+++ Information given +++

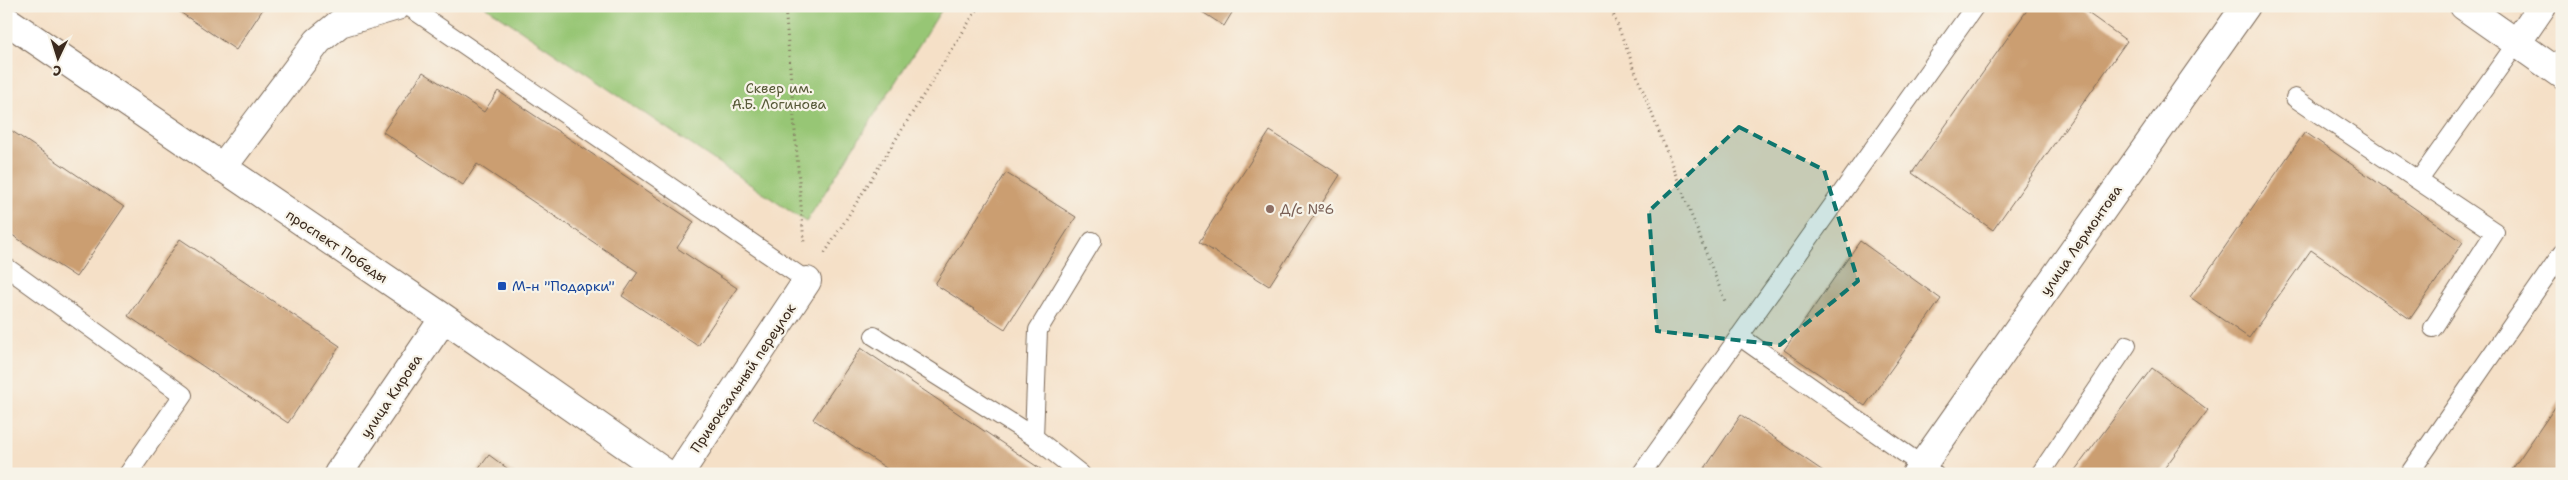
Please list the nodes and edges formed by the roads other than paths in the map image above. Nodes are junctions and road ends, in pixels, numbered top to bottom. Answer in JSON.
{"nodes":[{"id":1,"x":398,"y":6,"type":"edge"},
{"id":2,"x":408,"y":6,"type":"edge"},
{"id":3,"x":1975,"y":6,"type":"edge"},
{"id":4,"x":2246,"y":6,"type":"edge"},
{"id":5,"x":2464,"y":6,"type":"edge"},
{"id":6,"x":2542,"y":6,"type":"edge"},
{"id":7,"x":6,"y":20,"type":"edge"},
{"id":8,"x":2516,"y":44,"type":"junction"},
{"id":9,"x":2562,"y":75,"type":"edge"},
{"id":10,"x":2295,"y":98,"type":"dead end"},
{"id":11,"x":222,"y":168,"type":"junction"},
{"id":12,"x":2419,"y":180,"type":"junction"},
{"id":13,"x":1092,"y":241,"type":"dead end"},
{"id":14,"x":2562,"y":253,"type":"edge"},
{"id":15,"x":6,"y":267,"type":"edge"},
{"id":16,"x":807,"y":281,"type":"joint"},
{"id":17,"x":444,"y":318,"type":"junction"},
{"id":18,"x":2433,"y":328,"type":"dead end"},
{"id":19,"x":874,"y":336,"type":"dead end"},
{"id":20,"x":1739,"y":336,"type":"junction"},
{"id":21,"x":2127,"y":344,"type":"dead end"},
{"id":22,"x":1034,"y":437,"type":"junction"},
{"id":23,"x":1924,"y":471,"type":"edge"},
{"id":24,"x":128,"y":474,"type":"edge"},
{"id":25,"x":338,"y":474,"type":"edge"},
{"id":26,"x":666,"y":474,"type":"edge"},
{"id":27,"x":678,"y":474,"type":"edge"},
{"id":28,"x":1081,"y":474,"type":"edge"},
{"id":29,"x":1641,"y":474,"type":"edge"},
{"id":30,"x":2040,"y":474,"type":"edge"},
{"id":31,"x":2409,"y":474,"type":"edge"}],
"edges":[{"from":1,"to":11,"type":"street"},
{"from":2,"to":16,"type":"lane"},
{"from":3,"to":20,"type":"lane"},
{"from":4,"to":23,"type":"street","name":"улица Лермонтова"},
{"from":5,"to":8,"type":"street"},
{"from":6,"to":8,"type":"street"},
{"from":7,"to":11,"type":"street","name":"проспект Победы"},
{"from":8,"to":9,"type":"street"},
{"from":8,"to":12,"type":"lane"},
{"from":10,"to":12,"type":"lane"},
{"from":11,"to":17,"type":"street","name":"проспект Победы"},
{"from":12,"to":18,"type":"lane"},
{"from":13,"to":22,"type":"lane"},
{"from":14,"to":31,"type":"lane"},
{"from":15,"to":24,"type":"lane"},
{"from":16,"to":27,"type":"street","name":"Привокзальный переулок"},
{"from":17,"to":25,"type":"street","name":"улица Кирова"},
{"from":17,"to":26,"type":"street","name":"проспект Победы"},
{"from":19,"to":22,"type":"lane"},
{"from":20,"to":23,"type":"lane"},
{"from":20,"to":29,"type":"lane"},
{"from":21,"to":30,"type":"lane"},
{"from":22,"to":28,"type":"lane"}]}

+++
+++ Information given +++

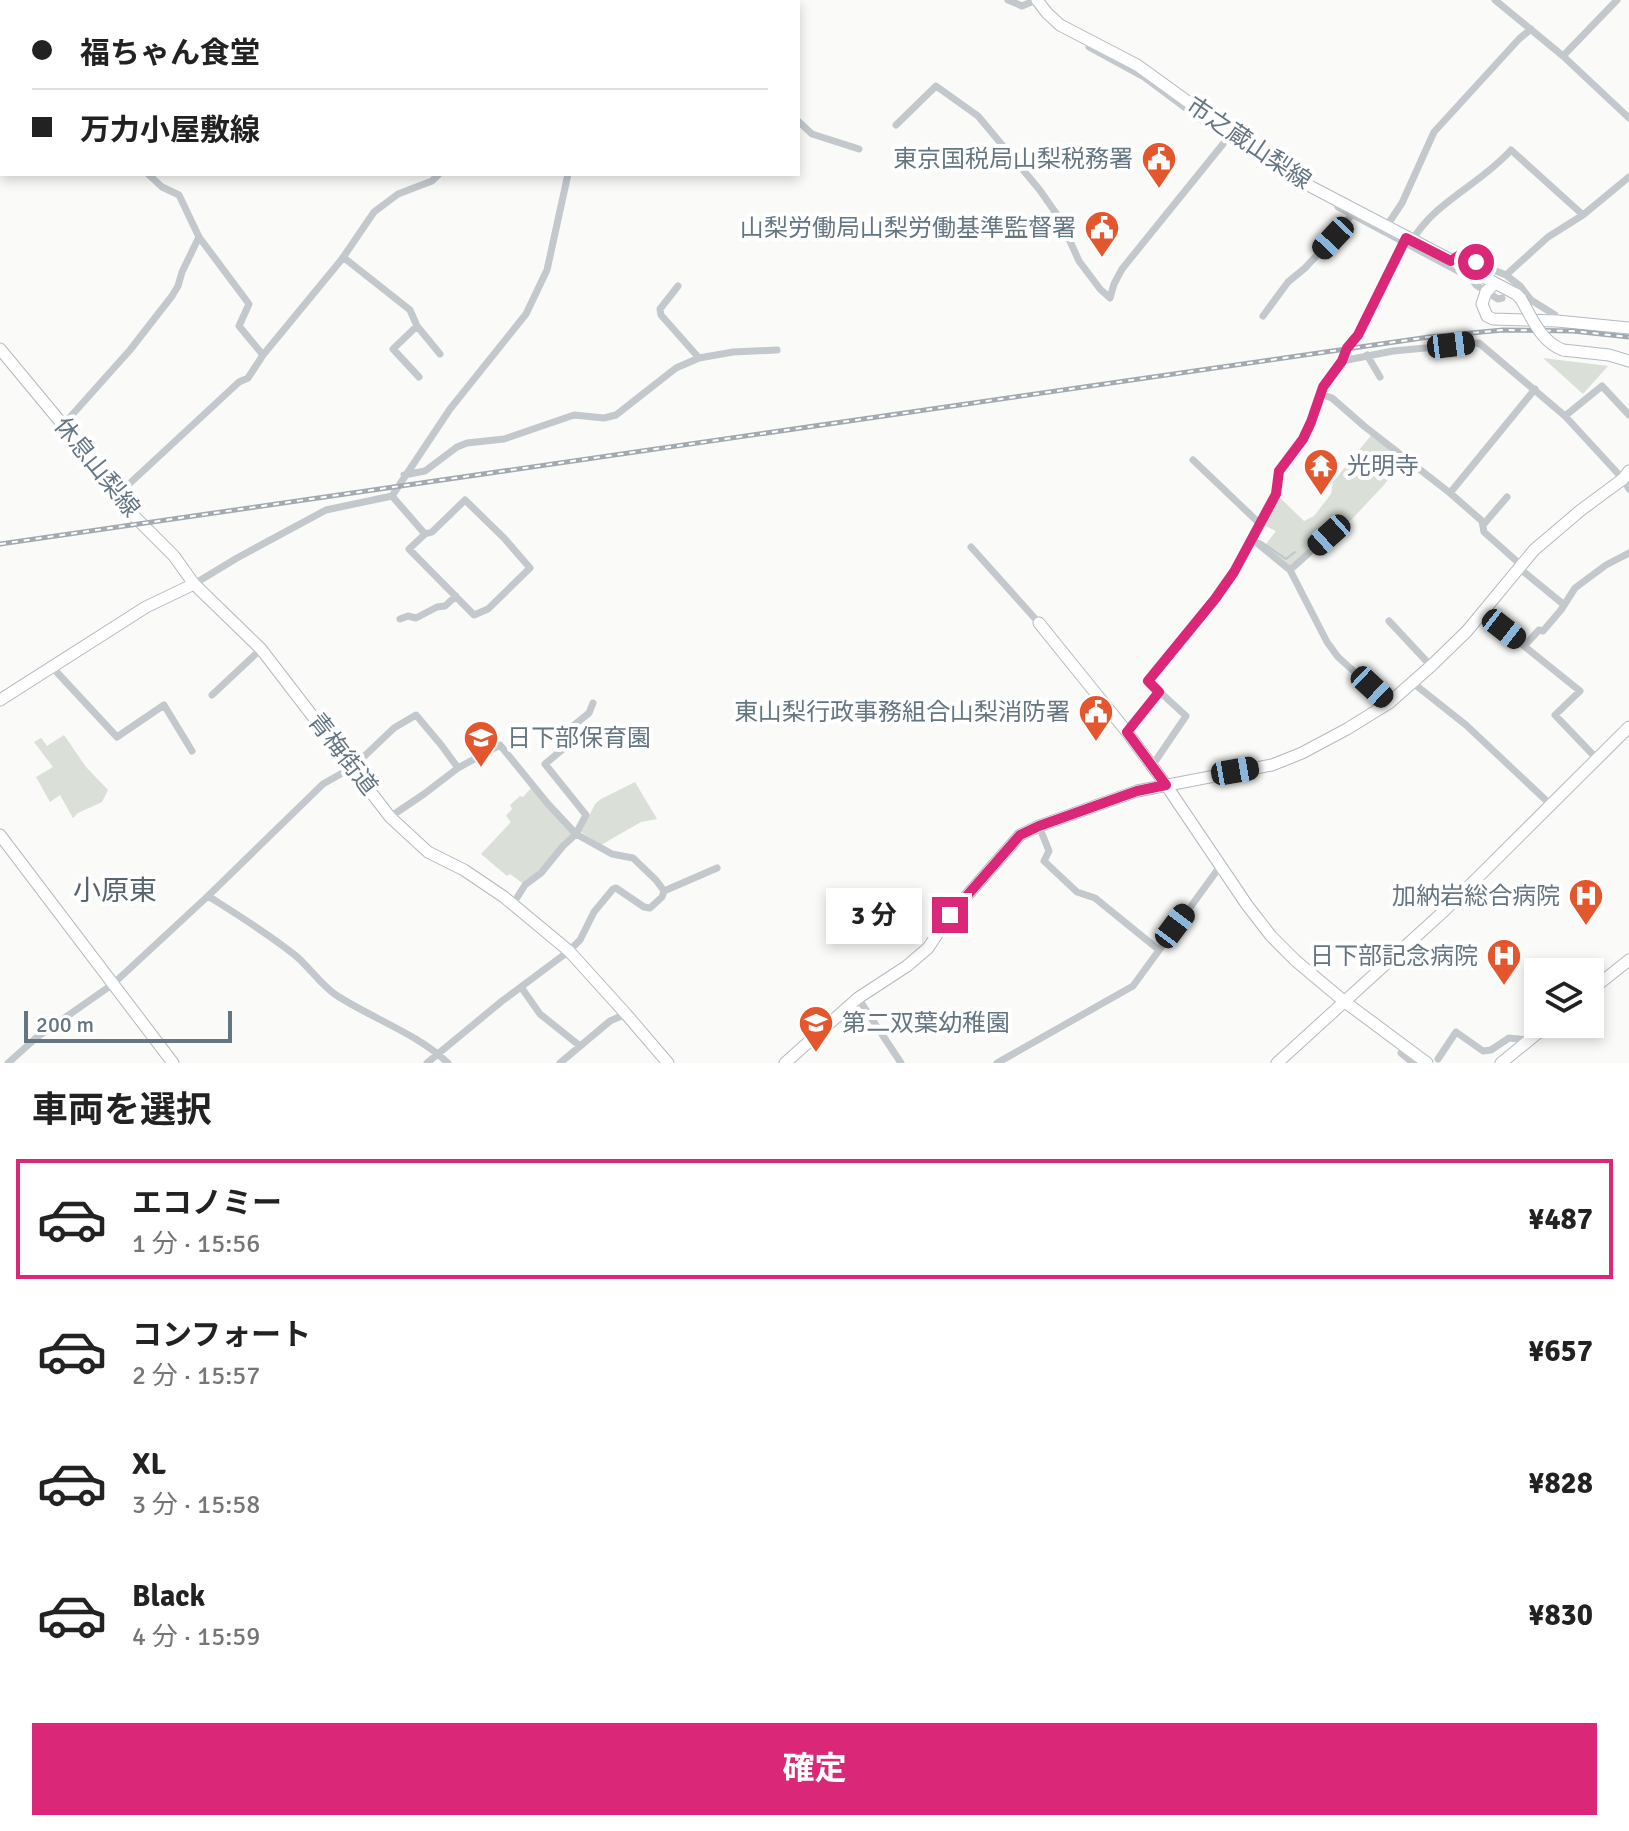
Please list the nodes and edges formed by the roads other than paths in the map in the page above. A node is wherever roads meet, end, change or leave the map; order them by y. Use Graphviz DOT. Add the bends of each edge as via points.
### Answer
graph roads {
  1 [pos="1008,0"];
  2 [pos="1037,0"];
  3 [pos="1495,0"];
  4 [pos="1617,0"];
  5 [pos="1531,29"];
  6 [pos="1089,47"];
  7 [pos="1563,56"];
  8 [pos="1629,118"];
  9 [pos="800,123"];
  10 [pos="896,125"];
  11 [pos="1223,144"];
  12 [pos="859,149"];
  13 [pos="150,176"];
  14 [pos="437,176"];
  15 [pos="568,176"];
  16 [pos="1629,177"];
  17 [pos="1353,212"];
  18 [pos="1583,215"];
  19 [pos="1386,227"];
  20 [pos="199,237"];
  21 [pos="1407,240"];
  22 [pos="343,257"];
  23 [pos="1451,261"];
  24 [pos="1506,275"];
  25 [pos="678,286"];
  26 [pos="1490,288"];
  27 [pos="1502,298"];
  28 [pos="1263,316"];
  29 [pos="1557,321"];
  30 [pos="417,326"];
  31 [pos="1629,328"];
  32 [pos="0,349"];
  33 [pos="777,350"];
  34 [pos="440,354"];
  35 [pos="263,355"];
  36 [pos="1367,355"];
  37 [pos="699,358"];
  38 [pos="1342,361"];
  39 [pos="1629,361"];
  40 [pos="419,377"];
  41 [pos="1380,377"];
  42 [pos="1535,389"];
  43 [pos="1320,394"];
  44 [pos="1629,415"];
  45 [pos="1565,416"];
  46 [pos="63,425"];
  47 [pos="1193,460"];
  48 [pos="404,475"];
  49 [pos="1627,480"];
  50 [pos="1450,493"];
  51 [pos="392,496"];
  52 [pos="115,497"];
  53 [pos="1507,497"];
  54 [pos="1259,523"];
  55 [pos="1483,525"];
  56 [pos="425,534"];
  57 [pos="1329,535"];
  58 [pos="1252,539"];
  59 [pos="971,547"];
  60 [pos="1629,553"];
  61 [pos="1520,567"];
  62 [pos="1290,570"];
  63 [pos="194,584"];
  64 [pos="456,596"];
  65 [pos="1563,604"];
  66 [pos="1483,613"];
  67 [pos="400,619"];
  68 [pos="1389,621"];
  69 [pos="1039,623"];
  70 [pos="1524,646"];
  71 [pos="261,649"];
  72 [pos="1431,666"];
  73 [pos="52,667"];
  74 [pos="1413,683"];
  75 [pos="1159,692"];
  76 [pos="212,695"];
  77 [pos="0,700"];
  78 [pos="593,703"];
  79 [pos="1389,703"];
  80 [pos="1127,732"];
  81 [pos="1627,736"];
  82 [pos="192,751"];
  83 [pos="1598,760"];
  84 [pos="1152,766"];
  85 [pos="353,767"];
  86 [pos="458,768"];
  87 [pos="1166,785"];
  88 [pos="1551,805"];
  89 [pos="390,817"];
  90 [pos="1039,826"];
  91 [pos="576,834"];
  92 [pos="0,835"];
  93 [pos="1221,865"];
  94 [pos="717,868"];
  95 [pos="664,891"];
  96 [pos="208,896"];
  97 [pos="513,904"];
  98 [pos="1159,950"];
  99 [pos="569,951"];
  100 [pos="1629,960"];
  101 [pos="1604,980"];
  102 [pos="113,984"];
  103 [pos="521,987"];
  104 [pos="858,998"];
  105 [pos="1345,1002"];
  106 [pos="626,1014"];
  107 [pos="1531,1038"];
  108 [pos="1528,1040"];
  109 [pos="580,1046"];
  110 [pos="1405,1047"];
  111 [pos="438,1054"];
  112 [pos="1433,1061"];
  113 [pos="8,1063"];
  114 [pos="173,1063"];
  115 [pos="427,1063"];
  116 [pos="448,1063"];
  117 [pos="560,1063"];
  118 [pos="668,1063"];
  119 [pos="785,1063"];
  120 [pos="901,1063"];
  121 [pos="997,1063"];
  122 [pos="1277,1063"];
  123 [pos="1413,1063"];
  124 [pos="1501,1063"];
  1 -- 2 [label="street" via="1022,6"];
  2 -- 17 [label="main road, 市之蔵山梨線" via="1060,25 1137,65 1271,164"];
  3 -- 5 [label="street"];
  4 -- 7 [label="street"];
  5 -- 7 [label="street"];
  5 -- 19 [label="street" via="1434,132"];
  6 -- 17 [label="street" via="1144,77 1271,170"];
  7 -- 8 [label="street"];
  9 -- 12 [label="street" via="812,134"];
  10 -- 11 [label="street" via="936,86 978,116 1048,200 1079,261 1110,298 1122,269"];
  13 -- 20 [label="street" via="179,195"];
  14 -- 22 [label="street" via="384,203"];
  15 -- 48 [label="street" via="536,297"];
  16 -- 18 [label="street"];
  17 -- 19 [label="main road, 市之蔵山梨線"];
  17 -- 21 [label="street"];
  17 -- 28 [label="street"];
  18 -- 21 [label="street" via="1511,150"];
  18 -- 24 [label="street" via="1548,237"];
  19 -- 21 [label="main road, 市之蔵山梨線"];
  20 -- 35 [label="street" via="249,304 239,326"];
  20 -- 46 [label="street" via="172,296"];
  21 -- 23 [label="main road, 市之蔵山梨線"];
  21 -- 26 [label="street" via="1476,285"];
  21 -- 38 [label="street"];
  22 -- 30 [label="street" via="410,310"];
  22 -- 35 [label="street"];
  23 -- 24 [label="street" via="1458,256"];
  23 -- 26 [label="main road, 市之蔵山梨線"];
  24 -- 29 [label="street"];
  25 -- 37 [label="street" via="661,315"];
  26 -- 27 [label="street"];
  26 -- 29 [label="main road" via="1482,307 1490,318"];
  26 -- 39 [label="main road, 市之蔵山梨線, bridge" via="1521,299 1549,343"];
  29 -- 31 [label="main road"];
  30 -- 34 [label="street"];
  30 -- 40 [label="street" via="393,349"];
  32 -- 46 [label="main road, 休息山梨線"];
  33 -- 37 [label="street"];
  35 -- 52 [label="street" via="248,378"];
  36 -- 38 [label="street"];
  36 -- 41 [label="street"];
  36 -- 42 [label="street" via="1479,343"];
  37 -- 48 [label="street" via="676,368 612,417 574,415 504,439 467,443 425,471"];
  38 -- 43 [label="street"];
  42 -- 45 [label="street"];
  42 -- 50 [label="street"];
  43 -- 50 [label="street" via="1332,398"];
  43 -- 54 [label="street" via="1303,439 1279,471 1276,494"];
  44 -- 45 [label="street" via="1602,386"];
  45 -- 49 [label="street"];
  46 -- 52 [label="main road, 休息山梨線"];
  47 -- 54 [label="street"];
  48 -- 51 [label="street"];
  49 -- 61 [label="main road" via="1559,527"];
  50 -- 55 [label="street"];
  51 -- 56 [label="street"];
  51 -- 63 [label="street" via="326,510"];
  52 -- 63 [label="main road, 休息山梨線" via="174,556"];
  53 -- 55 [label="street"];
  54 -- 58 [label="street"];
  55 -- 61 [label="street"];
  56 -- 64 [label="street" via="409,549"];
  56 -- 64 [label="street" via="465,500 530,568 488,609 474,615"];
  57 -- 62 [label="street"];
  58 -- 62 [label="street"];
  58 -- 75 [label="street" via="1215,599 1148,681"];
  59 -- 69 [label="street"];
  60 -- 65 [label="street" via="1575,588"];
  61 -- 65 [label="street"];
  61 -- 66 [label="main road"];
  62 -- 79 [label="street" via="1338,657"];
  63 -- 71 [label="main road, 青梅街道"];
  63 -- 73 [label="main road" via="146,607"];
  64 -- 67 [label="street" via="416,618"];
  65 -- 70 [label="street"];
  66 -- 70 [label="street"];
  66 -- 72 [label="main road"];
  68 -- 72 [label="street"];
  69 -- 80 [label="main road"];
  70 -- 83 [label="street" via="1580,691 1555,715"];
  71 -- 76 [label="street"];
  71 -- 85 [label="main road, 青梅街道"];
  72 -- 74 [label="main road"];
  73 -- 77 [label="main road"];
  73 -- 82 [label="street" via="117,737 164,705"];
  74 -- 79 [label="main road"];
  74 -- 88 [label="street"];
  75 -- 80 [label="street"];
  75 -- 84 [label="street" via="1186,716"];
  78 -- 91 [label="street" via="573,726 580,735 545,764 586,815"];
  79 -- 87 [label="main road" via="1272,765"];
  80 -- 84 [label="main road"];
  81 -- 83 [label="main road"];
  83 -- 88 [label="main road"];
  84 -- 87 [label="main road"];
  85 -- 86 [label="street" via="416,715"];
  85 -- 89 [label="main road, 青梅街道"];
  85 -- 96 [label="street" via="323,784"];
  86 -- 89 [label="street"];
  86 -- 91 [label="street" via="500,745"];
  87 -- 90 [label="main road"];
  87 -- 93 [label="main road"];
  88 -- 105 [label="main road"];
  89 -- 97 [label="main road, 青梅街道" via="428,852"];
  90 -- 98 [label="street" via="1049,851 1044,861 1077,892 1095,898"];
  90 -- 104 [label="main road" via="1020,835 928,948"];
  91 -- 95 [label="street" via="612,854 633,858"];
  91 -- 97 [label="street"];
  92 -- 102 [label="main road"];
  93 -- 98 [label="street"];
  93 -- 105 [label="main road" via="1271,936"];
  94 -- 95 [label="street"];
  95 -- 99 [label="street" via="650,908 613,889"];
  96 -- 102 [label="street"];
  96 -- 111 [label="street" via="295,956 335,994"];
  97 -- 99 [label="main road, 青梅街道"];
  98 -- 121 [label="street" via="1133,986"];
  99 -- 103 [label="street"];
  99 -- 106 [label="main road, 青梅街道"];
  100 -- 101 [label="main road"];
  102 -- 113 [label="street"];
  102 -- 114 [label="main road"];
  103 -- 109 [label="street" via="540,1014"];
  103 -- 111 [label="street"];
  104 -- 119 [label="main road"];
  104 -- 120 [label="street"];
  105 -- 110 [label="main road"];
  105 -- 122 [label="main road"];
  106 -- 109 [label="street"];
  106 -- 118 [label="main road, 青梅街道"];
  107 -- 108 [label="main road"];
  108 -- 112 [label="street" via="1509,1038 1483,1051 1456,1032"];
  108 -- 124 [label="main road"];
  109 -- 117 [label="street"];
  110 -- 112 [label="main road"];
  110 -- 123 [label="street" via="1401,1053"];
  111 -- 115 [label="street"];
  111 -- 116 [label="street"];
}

+++

▶ _What is required_
Lines holding "above" are the ones to copy; find all of them in the listing.

▶ _Result of the task_
Please list the nodes and edges formed by the roads other than paths in the map image above. Nodes are junctions and road ends, in pixels, numbered top to bottom. Answer in JSON.
Please list the nodes and edges formed by the roads other than paths in the map in the page above. A node is wherever roads meet, end, change or leave the map; order them by y. Use Graphviz DOT. Add the bends of each edge as via points.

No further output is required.